Information =>
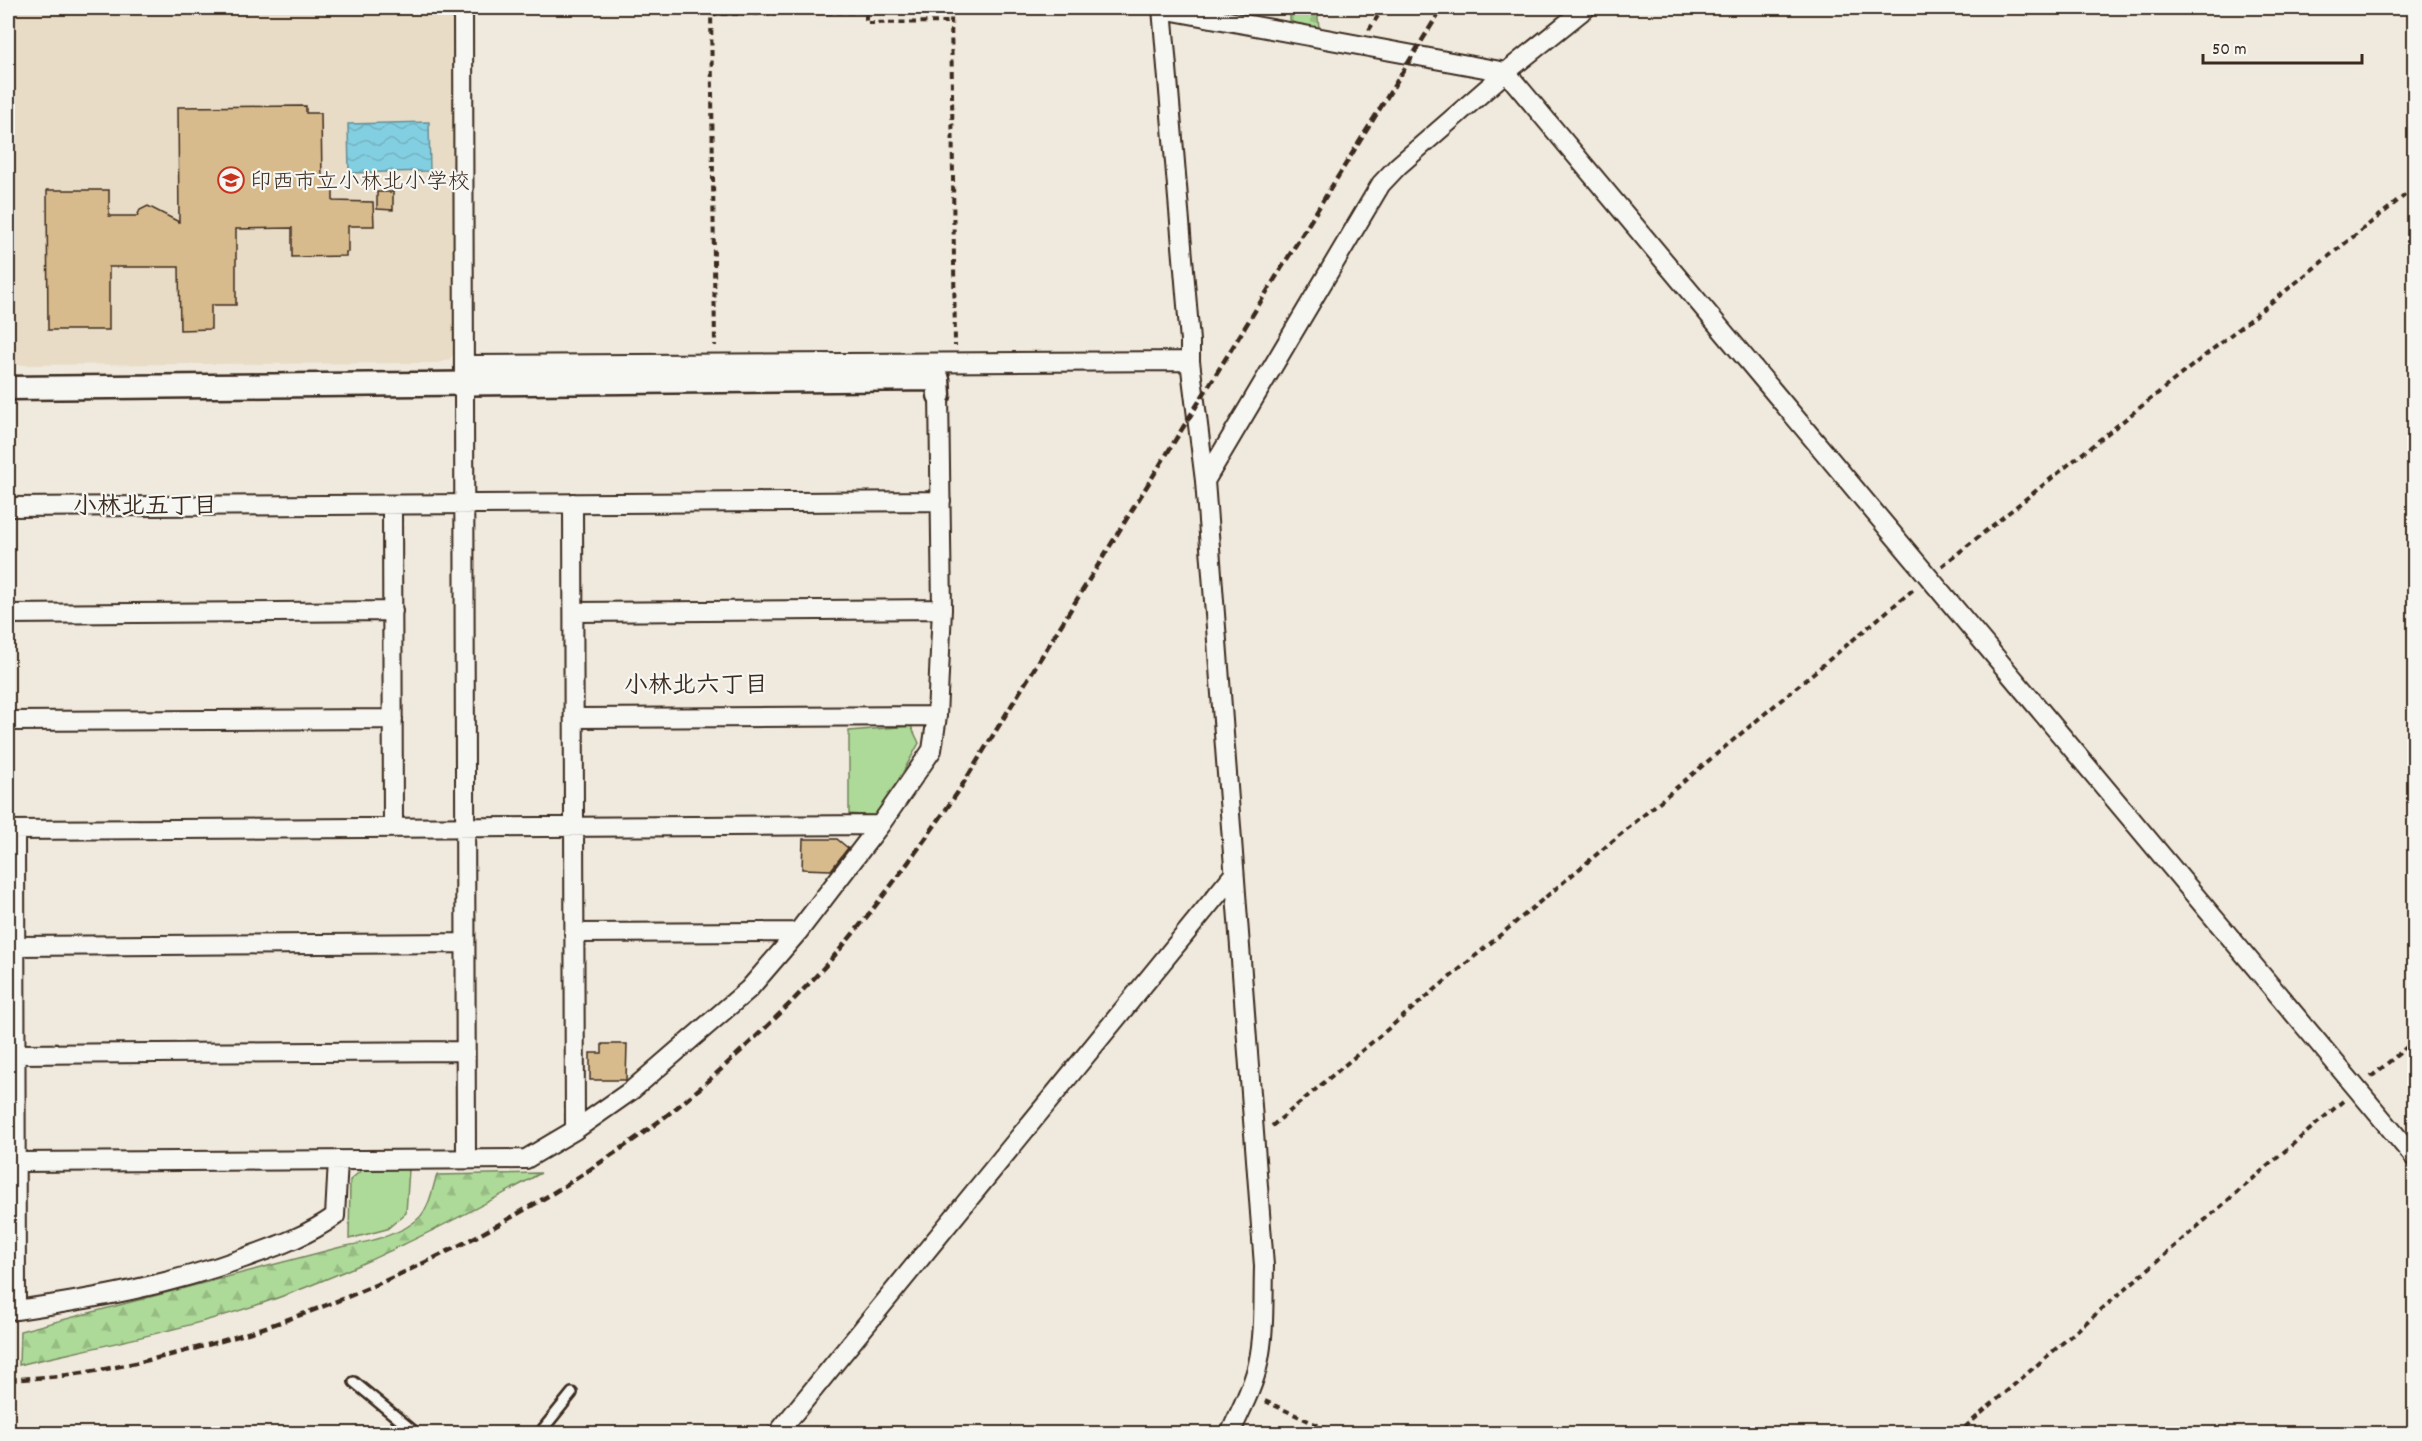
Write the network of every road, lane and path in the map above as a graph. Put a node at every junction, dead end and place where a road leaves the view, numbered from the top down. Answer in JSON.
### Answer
{"nodes":[{"id":1,"x":463,"y":8,"type":"edge"},
{"id":2,"x":711,"y":8,"type":"edge"},
{"id":3,"x":951,"y":8,"type":"edge"},
{"id":4,"x":1162,"y":8,"type":"edge"},
{"id":5,"x":1586,"y":8,"type":"edge"},
{"id":6,"x":711,"y":14,"type":"junction"},
{"id":7,"x":951,"y":22,"type":"junction"},
{"id":8,"x":1506,"y":72,"type":"junction"},
{"id":9,"x":2415,"y":188,"type":"edge"},
{"id":10,"x":1190,"y":361,"type":"junction"},
{"id":11,"x":956,"y":362,"type":"junction"},
{"id":12,"x":715,"y":364,"type":"junction"},
{"id":13,"x":464,"y":374,"type":"junction"},
{"id":14,"x":8,"y":388,"type":"edge"},
{"id":15,"x":939,"y":395,"type":"joint"},
{"id":16,"x":1205,"y":481,"type":"junction"},
{"id":17,"x":941,"y":501,"type":"junction"},
{"id":18,"x":573,"y":503,"type":"junction"},
{"id":19,"x":392,"y":504,"type":"junction"},
{"id":20,"x":464,"y":504,"type":"junction"},
{"id":21,"x":8,"y":507,"type":"edge"},
{"id":22,"x":1929,"y":577,"type":"junction"},
{"id":23,"x":942,"y":609,"type":"junction"},
{"id":24,"x":393,"y":611,"type":"junction"},
{"id":25,"x":574,"y":612,"type":"junction"},
{"id":26,"x":8,"y":614,"type":"edge"},
{"id":27,"x":937,"y":716,"type":"junction"},
{"id":28,"x":574,"y":718,"type":"junction"},
{"id":29,"x":393,"y":719,"type":"junction"},
{"id":30,"x":8,"y":721,"type":"edge"},
{"id":31,"x":880,"y":825,"type":"junction"},
{"id":32,"x":574,"y":826,"type":"junction"},
{"id":33,"x":465,"y":827,"type":"junction"},
{"id":34,"x":393,"y":828,"type":"junction"},
{"id":35,"x":11,"y":830,"type":"edge"},
{"id":36,"x":1234,"y":874,"type":"junction"},
{"id":37,"x":798,"y":932,"type":"junction"},
{"id":38,"x":574,"y":933,"type":"junction"},
{"id":39,"x":465,"y":943,"type":"junction"},
{"id":40,"x":15,"y":946,"type":"junction"},
{"id":41,"x":2415,"y":1041,"type":"edge"},
{"id":42,"x":465,"y":1051,"type":"junction"},
{"id":43,"x":15,"y":1054,"type":"junction"},
{"id":44,"x":2358,"y":1089,"type":"junction"},
{"id":45,"x":575,"y":1130,"type":"junction"},
{"id":46,"x":1254,"y":1141,"type":"junction"},
{"id":47,"x":2415,"y":1157,"type":"edge"},
{"id":48,"x":466,"y":1159,"type":"junction"},
{"id":49,"x":338,"y":1160,"type":"junction"},
{"id":50,"x":15,"y":1162,"type":"junction"},
{"id":51,"x":354,"y":1382,"type":"dead end"},
{"id":52,"x":1248,"y":1393,"type":"junction"},
{"id":53,"x":572,"y":1394,"type":"dead end"},
{"id":54,"x":417,"y":1434,"type":"edge"},
{"id":55,"x":539,"y":1434,"type":"edge"},
{"id":56,"x":777,"y":1434,"type":"edge"},
{"id":57,"x":1230,"y":1434,"type":"edge"},
{"id":58,"x":1337,"y":1434,"type":"edge"},
{"id":59,"x":1957,"y":1434,"type":"edge"}],
"edges":[{"from":1,"to":13,"type":"street"},
{"from":2,"to":6,"type":"path"},
{"from":3,"to":7,"type":"path"},
{"from":4,"to":8,"type":"street"},
{"from":4,"to":10,"type":"street"},
{"from":5,"to":8,"type":"street"},
{"from":6,"to":7,"type":"path"},
{"from":6,"to":12,"type":"path"},
{"from":7,"to":11,"type":"path"},
{"from":8,"to":16,"type":"street"},
{"from":8,"to":22,"type":"street"},
{"from":9,"to":22,"type":"path"},
{"from":10,"to":11,"type":"street"},
{"from":10,"to":16,"type":"street"},
{"from":11,"to":12,"type":"street"},
{"from":12,"to":13,"type":"street"},
{"from":13,"to":14,"type":"street"},
{"from":13,"to":15,"type":"street"},
{"from":13,"to":20,"type":"street"},
{"from":15,"to":17,"type":"street"},
{"from":16,"to":36,"type":"street"},
{"from":17,"to":18,"type":"street"},
{"from":17,"to":23,"type":"street"},
{"from":18,"to":20,"type":"street"},
{"from":18,"to":25,"type":"street"},
{"from":19,"to":20,"type":"street"},
{"from":19,"to":21,"type":"street"},
{"from":19,"to":24,"type":"street"},
{"from":20,"to":33,"type":"street"},
{"from":22,"to":44,"type":"street"},
{"from":22,"to":46,"type":"path"},
{"from":23,"to":25,"type":"street"},
{"from":23,"to":27,"type":"street"},
{"from":24,"to":26,"type":"street"},
{"from":24,"to":29,"type":"street"},
{"from":25,"to":28,"type":"street"},
{"from":27,"to":28,"type":"street"},
{"from":27,"to":31,"type":"street"},
{"from":28,"to":32,"type":"street"},
{"from":29,"to":30,"type":"street"},
{"from":29,"to":34,"type":"street"},
{"from":31,"to":32,"type":"street"},
{"from":31,"to":37,"type":"street"},
{"from":32,"to":33,"type":"street"},
{"from":32,"to":38,"type":"street"},
{"from":33,"to":34,"type":"street"},
{"from":33,"to":39,"type":"street"},
{"from":34,"to":35,"type":"street"},
{"from":35,"to":40,"type":"street"},
{"from":36,"to":46,"type":"street"},
{"from":36,"to":56,"type":"street"},
{"from":37,"to":38,"type":"street"},
{"from":37,"to":45,"type":"street"},
{"from":38,"to":45,"type":"street"},
{"from":39,"to":40,"type":"street"},
{"from":39,"to":42,"type":"street"},
{"from":40,"to":43,"type":"street"},
{"from":41,"to":44,"type":"path"},
{"from":42,"to":43,"type":"street"},
{"from":42,"to":48,"type":"street"},
{"from":43,"to":50,"type":"street"},
{"from":44,"to":47,"type":"street"},
{"from":44,"to":59,"type":"path"},
{"from":45,"to":48,"type":"street"},
{"from":46,"to":52,"type":"street"},
{"from":48,"to":49,"type":"street"},
{"from":49,"to":50,"type":"street"},
{"from":49,"to":50,"type":"street"},
{"from":51,"to":54,"type":"lane"},
{"from":52,"to":57,"type":"street"},
{"from":52,"to":58,"type":"path"},
{"from":53,"to":55,"type":"lane"}]}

Assignment =>
Omit the pictures, and quote the material above exactly as given.

Answer to this task =>
Write the network of every road, lane and path in the map above as a graph. Put a node at every junction, dead end and place where a road leaves the view, numbered from the top down. Answer in JSON.
### Answer
{"nodes":[{"id":1,"x":463,"y":8,"type":"edge"},
{"id":2,"x":711,"y":8,"type":"edge"},
{"id":3,"x":951,"y":8,"type":"edge"},
{"id":4,"x":1162,"y":8,"type":"edge"},
{"id":5,"x":1586,"y":8,"type":"edge"},
{"id":6,"x":711,"y":14,"type":"junction"},
{"id":7,"x":951,"y":22,"type":"junction"},
{"id":8,"x":1506,"y":72,"type":"junction"},
{"id":9,"x":2415,"y":188,"type":"edge"},
{"id":10,"x":1190,"y":361,"type":"junction"},
{"id":11,"x":956,"y":362,"type":"junction"},
{"id":12,"x":715,"y":364,"type":"junction"},
{"id":13,"x":464,"y":374,"type":"junction"},
{"id":14,"x":8,"y":388,"type":"edge"},
{"id":15,"x":939,"y":395,"type":"joint"},
{"id":16,"x":1205,"y":481,"type":"junction"},
{"id":17,"x":941,"y":501,"type":"junction"},
{"id":18,"x":573,"y":503,"type":"junction"},
{"id":19,"x":392,"y":504,"type":"junction"},
{"id":20,"x":464,"y":504,"type":"junction"},
{"id":21,"x":8,"y":507,"type":"edge"},
{"id":22,"x":1929,"y":577,"type":"junction"},
{"id":23,"x":942,"y":609,"type":"junction"},
{"id":24,"x":393,"y":611,"type":"junction"},
{"id":25,"x":574,"y":612,"type":"junction"},
{"id":26,"x":8,"y":614,"type":"edge"},
{"id":27,"x":937,"y":716,"type":"junction"},
{"id":28,"x":574,"y":718,"type":"junction"},
{"id":29,"x":393,"y":719,"type":"junction"},
{"id":30,"x":8,"y":721,"type":"edge"},
{"id":31,"x":880,"y":825,"type":"junction"},
{"id":32,"x":574,"y":826,"type":"junction"},
{"id":33,"x":465,"y":827,"type":"junction"},
{"id":34,"x":393,"y":828,"type":"junction"},
{"id":35,"x":11,"y":830,"type":"edge"},
{"id":36,"x":1234,"y":874,"type":"junction"},
{"id":37,"x":798,"y":932,"type":"junction"},
{"id":38,"x":574,"y":933,"type":"junction"},
{"id":39,"x":465,"y":943,"type":"junction"},
{"id":40,"x":15,"y":946,"type":"junction"},
{"id":41,"x":2415,"y":1041,"type":"edge"},
{"id":42,"x":465,"y":1051,"type":"junction"},
{"id":43,"x":15,"y":1054,"type":"junction"},
{"id":44,"x":2358,"y":1089,"type":"junction"},
{"id":45,"x":575,"y":1130,"type":"junction"},
{"id":46,"x":1254,"y":1141,"type":"junction"},
{"id":47,"x":2415,"y":1157,"type":"edge"},
{"id":48,"x":466,"y":1159,"type":"junction"},
{"id":49,"x":338,"y":1160,"type":"junction"},
{"id":50,"x":15,"y":1162,"type":"junction"},
{"id":51,"x":354,"y":1382,"type":"dead end"},
{"id":52,"x":1248,"y":1393,"type":"junction"},
{"id":53,"x":572,"y":1394,"type":"dead end"},
{"id":54,"x":417,"y":1434,"type":"edge"},
{"id":55,"x":539,"y":1434,"type":"edge"},
{"id":56,"x":777,"y":1434,"type":"edge"},
{"id":57,"x":1230,"y":1434,"type":"edge"},
{"id":58,"x":1337,"y":1434,"type":"edge"},
{"id":59,"x":1957,"y":1434,"type":"edge"}],
"edges":[{"from":1,"to":13,"type":"street"},
{"from":2,"to":6,"type":"path"},
{"from":3,"to":7,"type":"path"},
{"from":4,"to":8,"type":"street"},
{"from":4,"to":10,"type":"street"},
{"from":5,"to":8,"type":"street"},
{"from":6,"to":7,"type":"path"},
{"from":6,"to":12,"type":"path"},
{"from":7,"to":11,"type":"path"},
{"from":8,"to":16,"type":"street"},
{"from":8,"to":22,"type":"street"},
{"from":9,"to":22,"type":"path"},
{"from":10,"to":11,"type":"street"},
{"from":10,"to":16,"type":"street"},
{"from":11,"to":12,"type":"street"},
{"from":12,"to":13,"type":"street"},
{"from":13,"to":14,"type":"street"},
{"from":13,"to":15,"type":"street"},
{"from":13,"to":20,"type":"street"},
{"from":15,"to":17,"type":"street"},
{"from":16,"to":36,"type":"street"},
{"from":17,"to":18,"type":"street"},
{"from":17,"to":23,"type":"street"},
{"from":18,"to":20,"type":"street"},
{"from":18,"to":25,"type":"street"},
{"from":19,"to":20,"type":"street"},
{"from":19,"to":21,"type":"street"},
{"from":19,"to":24,"type":"street"},
{"from":20,"to":33,"type":"street"},
{"from":22,"to":44,"type":"street"},
{"from":22,"to":46,"type":"path"},
{"from":23,"to":25,"type":"street"},
{"from":23,"to":27,"type":"street"},
{"from":24,"to":26,"type":"street"},
{"from":24,"to":29,"type":"street"},
{"from":25,"to":28,"type":"street"},
{"from":27,"to":28,"type":"street"},
{"from":27,"to":31,"type":"street"},
{"from":28,"to":32,"type":"street"},
{"from":29,"to":30,"type":"street"},
{"from":29,"to":34,"type":"street"},
{"from":31,"to":32,"type":"street"},
{"from":31,"to":37,"type":"street"},
{"from":32,"to":33,"type":"street"},
{"from":32,"to":38,"type":"street"},
{"from":33,"to":34,"type":"street"},
{"from":33,"to":39,"type":"street"},
{"from":34,"to":35,"type":"street"},
{"from":35,"to":40,"type":"street"},
{"from":36,"to":46,"type":"street"},
{"from":36,"to":56,"type":"street"},
{"from":37,"to":38,"type":"street"},
{"from":37,"to":45,"type":"street"},
{"from":38,"to":45,"type":"street"},
{"from":39,"to":40,"type":"street"},
{"from":39,"to":42,"type":"street"},
{"from":40,"to":43,"type":"street"},
{"from":41,"to":44,"type":"path"},
{"from":42,"to":43,"type":"street"},
{"from":42,"to":48,"type":"street"},
{"from":43,"to":50,"type":"street"},
{"from":44,"to":47,"type":"street"},
{"from":44,"to":59,"type":"path"},
{"from":45,"to":48,"type":"street"},
{"from":46,"to":52,"type":"street"},
{"from":48,"to":49,"type":"street"},
{"from":49,"to":50,"type":"street"},
{"from":49,"to":50,"type":"street"},
{"from":51,"to":54,"type":"lane"},
{"from":52,"to":57,"type":"street"},
{"from":52,"to":58,"type":"path"},
{"from":53,"to":55,"type":"lane"}]}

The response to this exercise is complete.